Bogenschießen erfordert nicht nur viel Kraft – die Frauen müssen bei jedem Spannen des Bogens 17 Kilogramm bewegen –, sondern ist auch technisch anspruchsvoll. Kleinste Fehler im Bewegungsablauf können dazu führen, dass die Pfeile am Ziel vorbei fliegen. Das Training der Schützen besteht deshalb aus Wiederholungen. Immer wieder die gleiche Bewegung: 100 Schüsse in der Stunde, 40 000 im Jahr. „Bogenschützen brauchen hohes Konzentrationsvermögen und viel Ausdauer“, sagt Ko-Bundestrainer Martin Frederick. „Es sieht alles so leicht aus, dabei steckt viel dahinter.“ Den Athleten verlange das Training viel Geduld ab. „Sie müssen sich auch noch nach drei Stunden Training auf jeden einzelnen Schuss konzentrieren können“, sagt Frederick. Wiebke Nulle wird es nicht langweilig: „Natürlich ist es manchmal monoton, aber es macht Spaß, für den perfekten Schuss zu trainieren.“

Dennoch könnten die 40 000 Pfeile, die Nulle im Jahr abschießt, nicht ausreichen für die Weltspitze. Die Asiaten, vor allen die Koreaner, kommen auf bis zu 150 000 Pfeile im Jahr. „Bei der WM im letzten Jahr haben die uns abgehängt“, sagt Nulle. Die Deutschen verpassten durch das schlechte WM-Ergebnis die Olympiaqualifikation als Team, nun müssen sie versuchen, sich Einzelstartplätze für Athen zu sichern. Die Olympischen Spiele sind nahezu die einzige Möglichkeit, als Bogenschütze von einer größeren Öffentlichkeit beachtet zu werden. Dabei haben die Verantwortlichen schon einiges getan, um den Sport für das Fernsehen attraktiver zu machen. Früher sahen Wettkämpfe in der Regel so aus, dass hunderte Schützen nebeneinander auf Zielscheiben schossen. Heute ermitteln die Bogenschützen ihre Sieger im K.o.-System, Frau gegen Frau, Mann gegen Mann, wer weniger Punkte erzielt, scheidet aus – das ist spannender für die Zuschauer.

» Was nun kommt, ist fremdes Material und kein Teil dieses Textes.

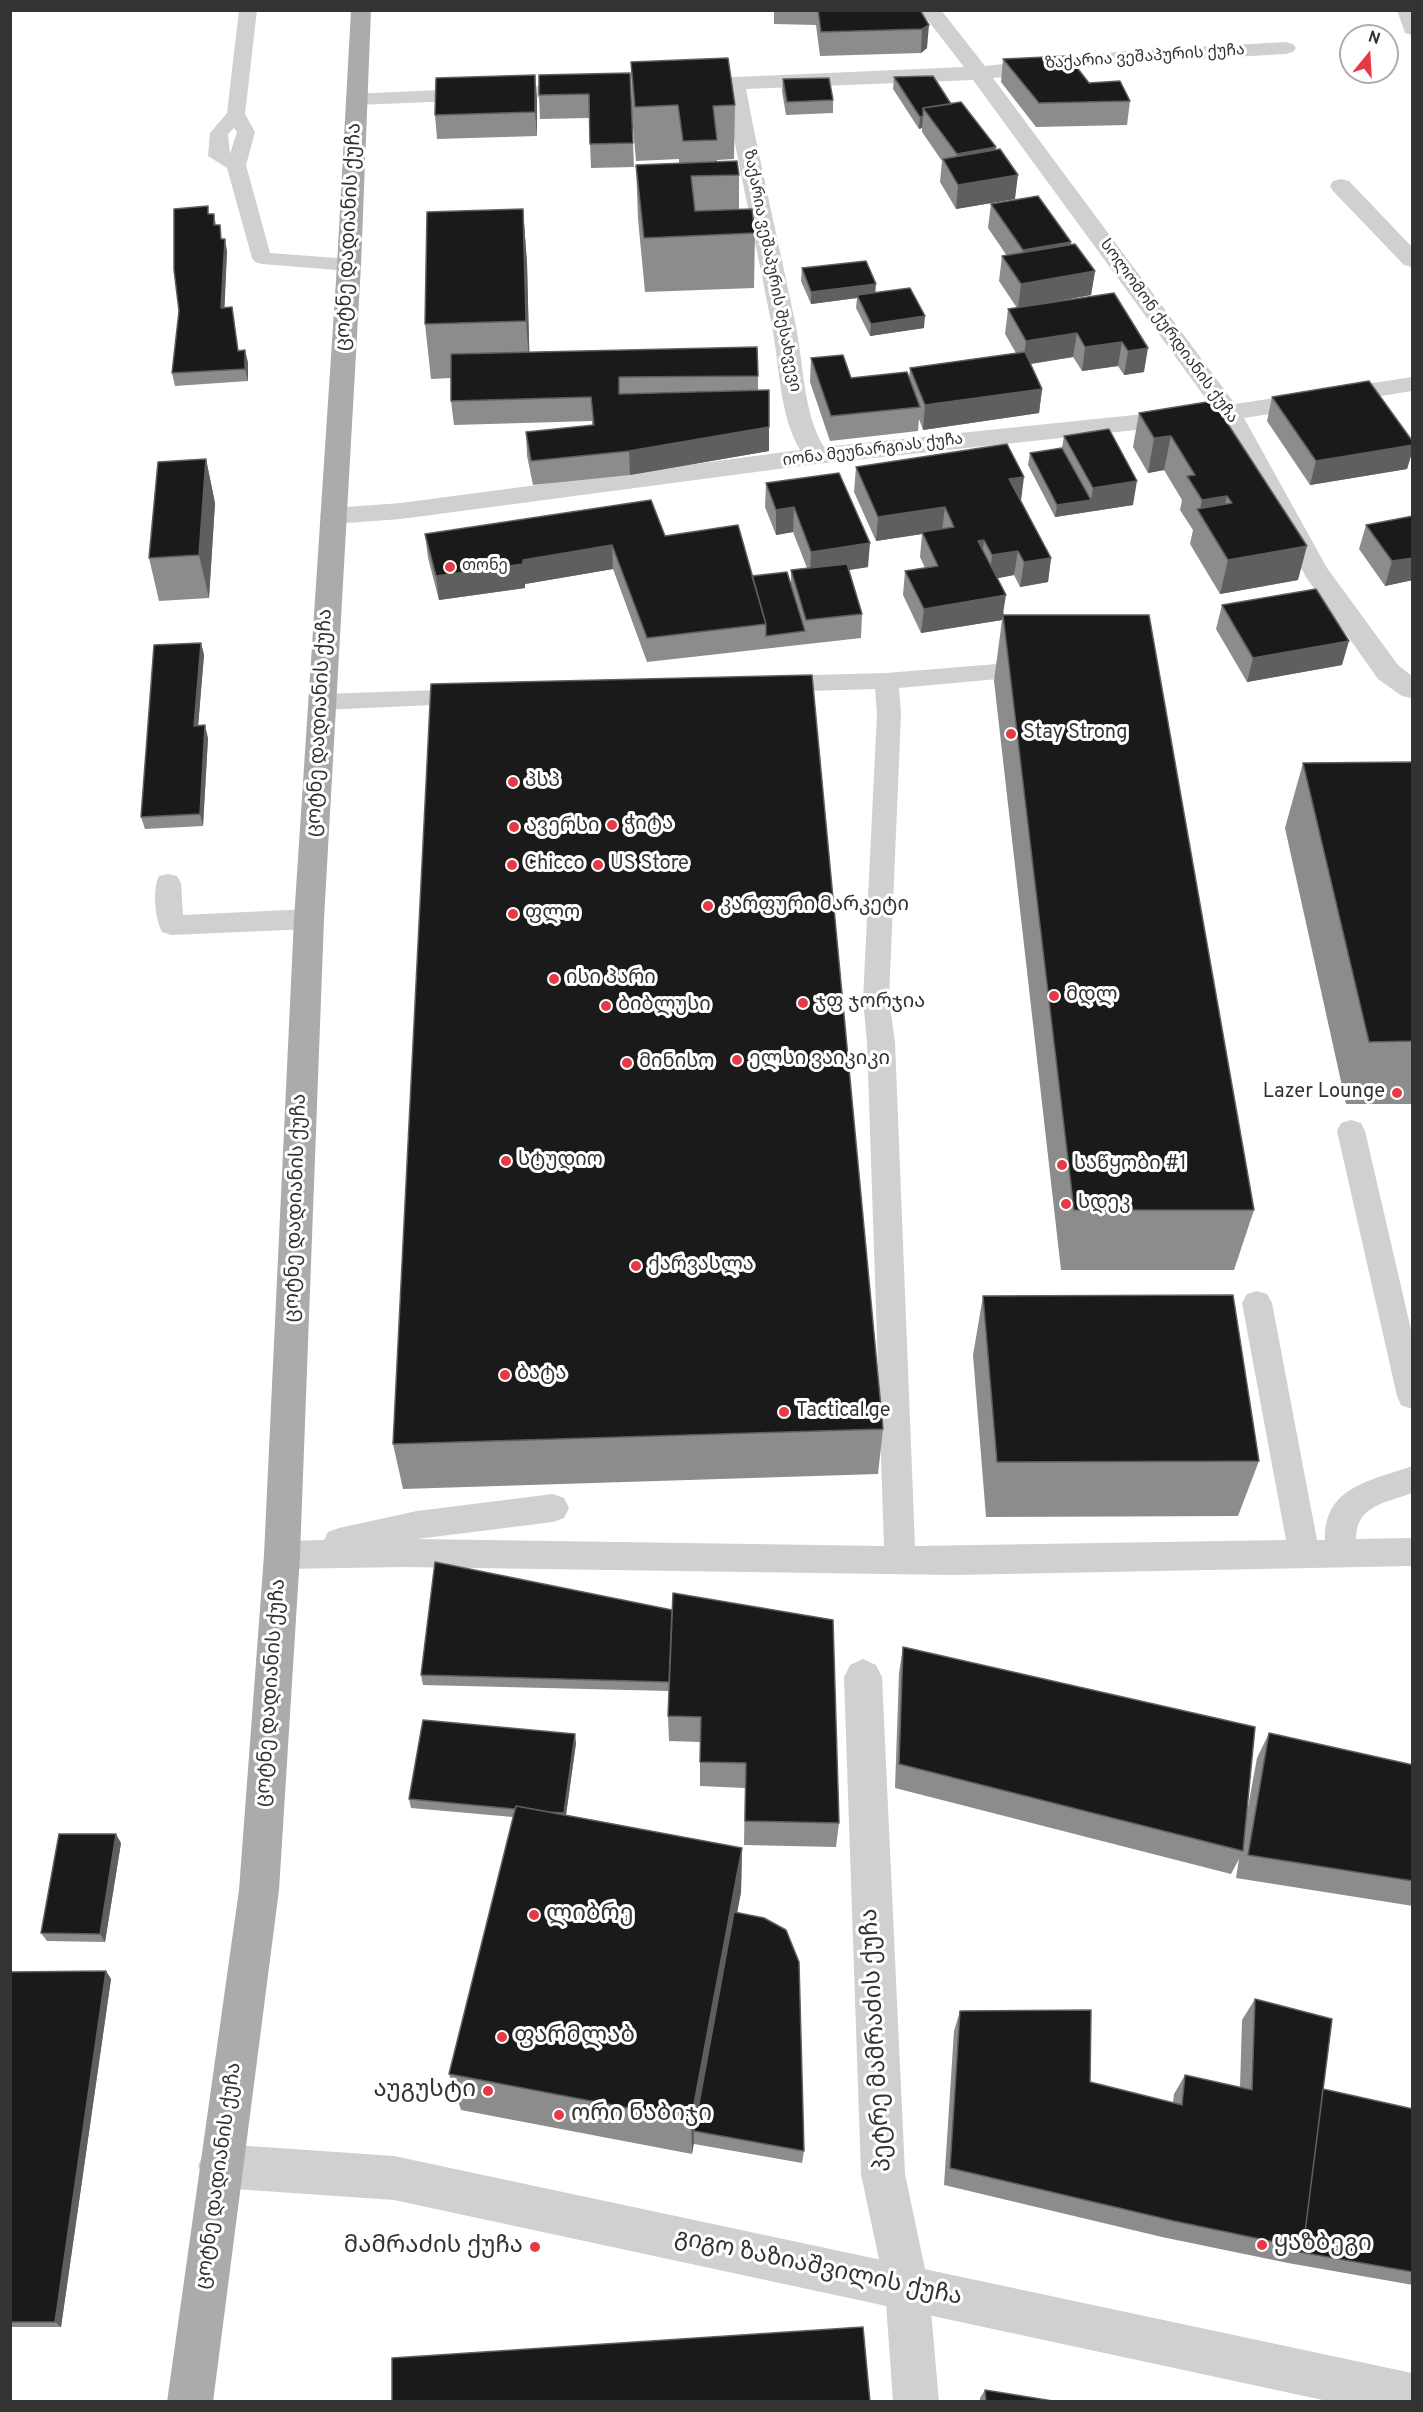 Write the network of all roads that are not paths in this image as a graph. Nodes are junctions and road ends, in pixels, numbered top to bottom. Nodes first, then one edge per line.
1 (248, 10) edge
2 (361, 10) edge
3 (930, 10) edge
4 (1407, 10) edge
5 (1413, 29) edge
6 (1286, 48) dead end
7 (979, 73) junction
8 (734, 83) junction
9 (357, 99) junction
10 (1341, 186) dead end
11 (1413, 260) edge
12 (349, 265) junction
13 (1413, 384) edge
14 (1230, 413) junction
15 (816, 456) junction
16 (333, 516) junction
17 (1060, 666) edge
18 (886, 681) junction
19 (748, 685) edge
20 (1413, 689) edge
21 (491, 696) edge
22 (322, 702) junction
23 (168, 883) dead end
24 (309, 919) junction
25 (1351, 1131) dead end
26 (1257, 1303) dead end
27 (1413, 1396) edge
28 (1413, 1480) edge
29 (553, 1508) dead end
30 (1341, 1552) junction
31 (1413, 1552) edge
32 (1304, 1553) junction
33 (282, 1555) junction
34 (900, 1560) junction
35 (862, 1677) dead end
36 (220, 2166) junction
37 (907, 2288) junction
38 (1413, 2396) edge
39 (190, 2402) edge
40 (916, 2402) edge

1 - 12 lane
2 - 9 main road, ცოტნე დადიანის ქუჩა
3 - 7 street, სოლომონ ქურდიანის ქუჩა
4 - 5 street
6 - 7 street, ზაქარია ვეშაპურის ქუჩა
7 - 8 street, ზაქარია ვეშაპურის ქუჩა
7 - 14 street, სოლომონ ქურდიანის ქუჩა
8 - 9 street, ზაქარია ვეშაპურის ქუჩა
8 - 15 street, ზაქარია ვეშაპურის შესახვევი
9 - 12 main road, ცოტნე დადიანის ქუჩა
10 - 11 street
12 - 16 main road, ცოტნე დადიანის ქუჩა
13 - 14 street, იონა მეუნარგიას ქუჩა
14 - 15 street, იონა მეუნარგიას ქუჩა
14 - 20 street, სოლომონ ქურდიანის ქუჩა
15 - 16 street, იონა მეუნარგიას ქუჩა
16 - 22 main road, ცოტნე დადიანის ქუჩა
17 - 18 lane
18 - 19 lane
18 - 34 lane
21 - 22 lane
22 - 24 main road, ცოტნე დადიანის ქუჩა
23 - 24 lane
24 - 33 main road, ცოტნე დადიანის ქუჩა
25 - 27 lane
26 - 32 lane
28 - 30 lane
29 - 33 lane
30 - 31 lane
30 - 32 lane
32 - 34 lane
33 - 34 lane
33 - 36 main road, ცოტნე დადიანის ქუჩა
35 - 37 street, პეტრე მამრაძის ქუჩა
36 - 37 street, გიგო ზაზიაშვილის ქუჩა
36 - 39 main road, ცოტნე დადიანის ქუჩა
37 - 38 street, გიგო ზაზიაშვილის ქუჩა
37 - 40 street, პეტრე მამრაძის ქუჩა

Dennoch geraten die Bogenschützen nur alle vier Jahre zu Olympia in den Blickpunkt. Das spornt an. Auch Wiebke Nulle wollte 2000 unbedingt in Sydney dabei sein. Damals war sie Weltranglistenerste. Doch im entscheidenden Wettkampf war sie zu nervös. „Es war kalt und regnete. Meine Finger waren total klamm. Plötzlich ging nichts mehr.“ Nulle schoss manche Pfeile sogar an der Zielscheibe vorbei. Die Olympiaqualifikation war verloren. Nach Sydney fuhr Nulle trotzdem. Bei einem Abendessen für ostdeutsche Sportler saß die Wahlberlinerin, die eigentlich aus Wilhelmshaven kommt, neben Gerhard Schröder und erzählte ihm ihre Geschichte. Der Bundeskanzler lud sie daraufhin ein, mit ihm nach Australien zu reisen.

Noch trainiert Nulle hauptsächlich im umgebauten Schwimmbecken auf der 18-Meter-Hallendistanz. Sie beginnt aber schon jetzt, sich an die im Freien vorgeschriebene Entfernung von 70 Metern zu gewöhnen. Im Mai findet am Rande der EM in Brüssel der Qualifikationswettkampf für Athen statt. Wiebke Nulle ist zuversichtlich, dass sie die Qualifikation schaffen und zu Olympia reisen wird – auch ohne den Bundeskanzler.